**WHAT YOU SHOULD DO:**
From the entries that follow, report every line in which "AVENUE" occurs.
....
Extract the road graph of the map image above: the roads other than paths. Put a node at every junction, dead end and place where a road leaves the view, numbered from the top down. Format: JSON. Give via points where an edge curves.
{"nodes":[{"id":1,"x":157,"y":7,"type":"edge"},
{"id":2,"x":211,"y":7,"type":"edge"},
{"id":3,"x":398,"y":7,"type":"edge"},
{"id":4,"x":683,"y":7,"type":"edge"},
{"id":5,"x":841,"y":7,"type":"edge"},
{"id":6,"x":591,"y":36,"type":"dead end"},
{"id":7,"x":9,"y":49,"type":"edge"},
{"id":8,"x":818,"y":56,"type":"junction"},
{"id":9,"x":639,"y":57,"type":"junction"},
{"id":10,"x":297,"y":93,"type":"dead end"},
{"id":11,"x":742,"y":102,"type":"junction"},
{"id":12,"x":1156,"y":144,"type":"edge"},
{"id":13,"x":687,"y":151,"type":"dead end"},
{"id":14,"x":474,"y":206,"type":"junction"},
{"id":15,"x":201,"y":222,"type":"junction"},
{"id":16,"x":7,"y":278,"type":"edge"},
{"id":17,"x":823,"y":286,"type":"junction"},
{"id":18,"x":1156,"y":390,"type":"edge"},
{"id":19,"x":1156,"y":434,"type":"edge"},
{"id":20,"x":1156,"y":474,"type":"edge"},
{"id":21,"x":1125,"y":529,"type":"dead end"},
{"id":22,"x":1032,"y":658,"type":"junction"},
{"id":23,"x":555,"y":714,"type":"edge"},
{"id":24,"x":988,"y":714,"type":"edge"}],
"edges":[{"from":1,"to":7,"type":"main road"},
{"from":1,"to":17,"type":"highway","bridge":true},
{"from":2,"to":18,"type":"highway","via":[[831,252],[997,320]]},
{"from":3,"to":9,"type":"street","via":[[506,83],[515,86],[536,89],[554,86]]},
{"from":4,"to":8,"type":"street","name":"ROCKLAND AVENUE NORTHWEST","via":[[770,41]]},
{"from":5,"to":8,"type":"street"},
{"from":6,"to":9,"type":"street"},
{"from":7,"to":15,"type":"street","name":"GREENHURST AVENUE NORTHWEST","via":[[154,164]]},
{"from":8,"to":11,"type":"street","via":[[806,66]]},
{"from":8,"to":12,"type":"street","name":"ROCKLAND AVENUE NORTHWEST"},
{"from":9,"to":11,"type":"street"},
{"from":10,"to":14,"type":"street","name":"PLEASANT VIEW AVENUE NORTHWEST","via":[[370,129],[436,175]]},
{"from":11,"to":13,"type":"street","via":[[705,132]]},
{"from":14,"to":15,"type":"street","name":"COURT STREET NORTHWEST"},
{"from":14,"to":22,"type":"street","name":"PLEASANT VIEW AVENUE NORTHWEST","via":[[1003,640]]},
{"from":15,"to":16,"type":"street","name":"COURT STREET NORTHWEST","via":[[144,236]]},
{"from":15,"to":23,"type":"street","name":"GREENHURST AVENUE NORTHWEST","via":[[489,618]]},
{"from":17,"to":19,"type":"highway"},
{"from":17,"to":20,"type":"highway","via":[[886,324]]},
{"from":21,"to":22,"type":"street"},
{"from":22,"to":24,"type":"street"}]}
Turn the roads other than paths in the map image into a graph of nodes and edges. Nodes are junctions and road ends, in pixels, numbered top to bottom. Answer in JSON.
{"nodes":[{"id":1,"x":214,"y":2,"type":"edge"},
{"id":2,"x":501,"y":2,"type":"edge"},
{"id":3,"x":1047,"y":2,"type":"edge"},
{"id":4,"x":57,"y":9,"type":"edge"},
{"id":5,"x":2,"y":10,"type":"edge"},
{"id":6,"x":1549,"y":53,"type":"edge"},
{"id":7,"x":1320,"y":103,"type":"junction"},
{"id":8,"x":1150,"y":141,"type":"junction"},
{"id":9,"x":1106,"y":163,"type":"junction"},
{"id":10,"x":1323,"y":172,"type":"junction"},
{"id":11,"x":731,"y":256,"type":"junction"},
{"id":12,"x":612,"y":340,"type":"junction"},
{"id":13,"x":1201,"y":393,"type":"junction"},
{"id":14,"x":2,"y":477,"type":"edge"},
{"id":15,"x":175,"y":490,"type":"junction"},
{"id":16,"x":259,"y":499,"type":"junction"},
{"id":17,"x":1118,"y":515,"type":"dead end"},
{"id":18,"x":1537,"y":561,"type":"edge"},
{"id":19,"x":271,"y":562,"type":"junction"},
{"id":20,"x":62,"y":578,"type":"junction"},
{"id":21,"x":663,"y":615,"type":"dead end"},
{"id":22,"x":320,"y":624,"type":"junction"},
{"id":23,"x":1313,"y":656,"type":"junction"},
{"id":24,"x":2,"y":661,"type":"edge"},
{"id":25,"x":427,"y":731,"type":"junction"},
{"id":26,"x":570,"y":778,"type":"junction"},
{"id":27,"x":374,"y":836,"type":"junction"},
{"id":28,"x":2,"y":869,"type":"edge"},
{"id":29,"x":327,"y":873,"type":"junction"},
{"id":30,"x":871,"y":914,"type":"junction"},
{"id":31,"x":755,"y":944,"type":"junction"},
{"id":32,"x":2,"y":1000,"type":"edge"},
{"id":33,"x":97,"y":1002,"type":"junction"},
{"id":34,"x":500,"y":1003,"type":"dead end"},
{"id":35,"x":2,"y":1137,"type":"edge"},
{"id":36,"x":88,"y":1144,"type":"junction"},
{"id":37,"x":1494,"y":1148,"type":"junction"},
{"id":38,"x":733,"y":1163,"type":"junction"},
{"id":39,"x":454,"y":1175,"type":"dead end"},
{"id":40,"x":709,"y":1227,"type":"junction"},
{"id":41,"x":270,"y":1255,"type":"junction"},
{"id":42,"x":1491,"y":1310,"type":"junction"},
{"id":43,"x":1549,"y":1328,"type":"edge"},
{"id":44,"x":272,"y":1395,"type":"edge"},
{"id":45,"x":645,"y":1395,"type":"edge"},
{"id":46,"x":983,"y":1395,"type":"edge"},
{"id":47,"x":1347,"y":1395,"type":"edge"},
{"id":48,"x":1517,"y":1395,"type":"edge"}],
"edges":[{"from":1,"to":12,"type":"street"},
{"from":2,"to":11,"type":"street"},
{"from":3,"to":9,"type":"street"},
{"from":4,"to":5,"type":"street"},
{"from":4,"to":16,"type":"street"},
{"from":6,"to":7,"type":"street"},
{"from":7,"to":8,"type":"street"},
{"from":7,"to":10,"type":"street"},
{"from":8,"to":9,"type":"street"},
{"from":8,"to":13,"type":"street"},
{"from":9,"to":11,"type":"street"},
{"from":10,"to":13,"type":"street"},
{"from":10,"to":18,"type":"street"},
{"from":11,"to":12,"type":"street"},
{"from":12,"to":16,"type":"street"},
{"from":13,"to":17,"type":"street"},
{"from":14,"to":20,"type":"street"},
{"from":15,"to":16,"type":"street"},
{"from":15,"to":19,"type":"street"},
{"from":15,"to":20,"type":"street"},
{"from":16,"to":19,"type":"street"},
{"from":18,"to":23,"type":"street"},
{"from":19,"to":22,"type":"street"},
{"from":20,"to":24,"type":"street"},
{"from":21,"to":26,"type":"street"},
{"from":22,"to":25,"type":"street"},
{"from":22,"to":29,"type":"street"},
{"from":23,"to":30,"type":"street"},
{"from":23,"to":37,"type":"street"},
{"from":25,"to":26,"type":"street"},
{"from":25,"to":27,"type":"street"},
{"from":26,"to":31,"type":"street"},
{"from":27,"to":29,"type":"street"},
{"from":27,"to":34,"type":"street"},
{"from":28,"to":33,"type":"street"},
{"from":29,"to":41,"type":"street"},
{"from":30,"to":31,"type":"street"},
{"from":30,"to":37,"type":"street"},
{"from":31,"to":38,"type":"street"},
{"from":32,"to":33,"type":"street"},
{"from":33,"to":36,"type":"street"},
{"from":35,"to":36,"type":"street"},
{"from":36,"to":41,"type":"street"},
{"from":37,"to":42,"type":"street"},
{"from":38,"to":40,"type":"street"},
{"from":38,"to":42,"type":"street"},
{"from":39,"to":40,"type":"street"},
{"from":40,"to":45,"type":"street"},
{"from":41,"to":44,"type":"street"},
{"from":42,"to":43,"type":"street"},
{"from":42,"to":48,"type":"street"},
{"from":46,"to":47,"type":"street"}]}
....
**ANSWER SPACE:**
{"from":4,"to":8,"type":"street","name":"ROCKLAND AVENUE NORTHWEST","via":[[770,41]]},
{"from":7,"to":15,"type":"street","name":"GREENHURST AVENUE NORTHWEST","via":[[154,164]]},
{"from":8,"to":12,"type":"street","name":"ROCKLAND AVENUE NORTHWEST"},
{"from":10,"to":14,"type":"street","name":"PLEASANT VIEW AVENUE NORTHWEST","via":[[370,129],[436,175]]},
{"from":14,"to":22,"type":"street","name":"PLEASANT VIEW AVENUE NORTHWEST","via":[[1003,640]]},
{"from":15,"to":23,"type":"street","name":"GREENHURST AVENUE NORTHWEST","via":[[489,618]]},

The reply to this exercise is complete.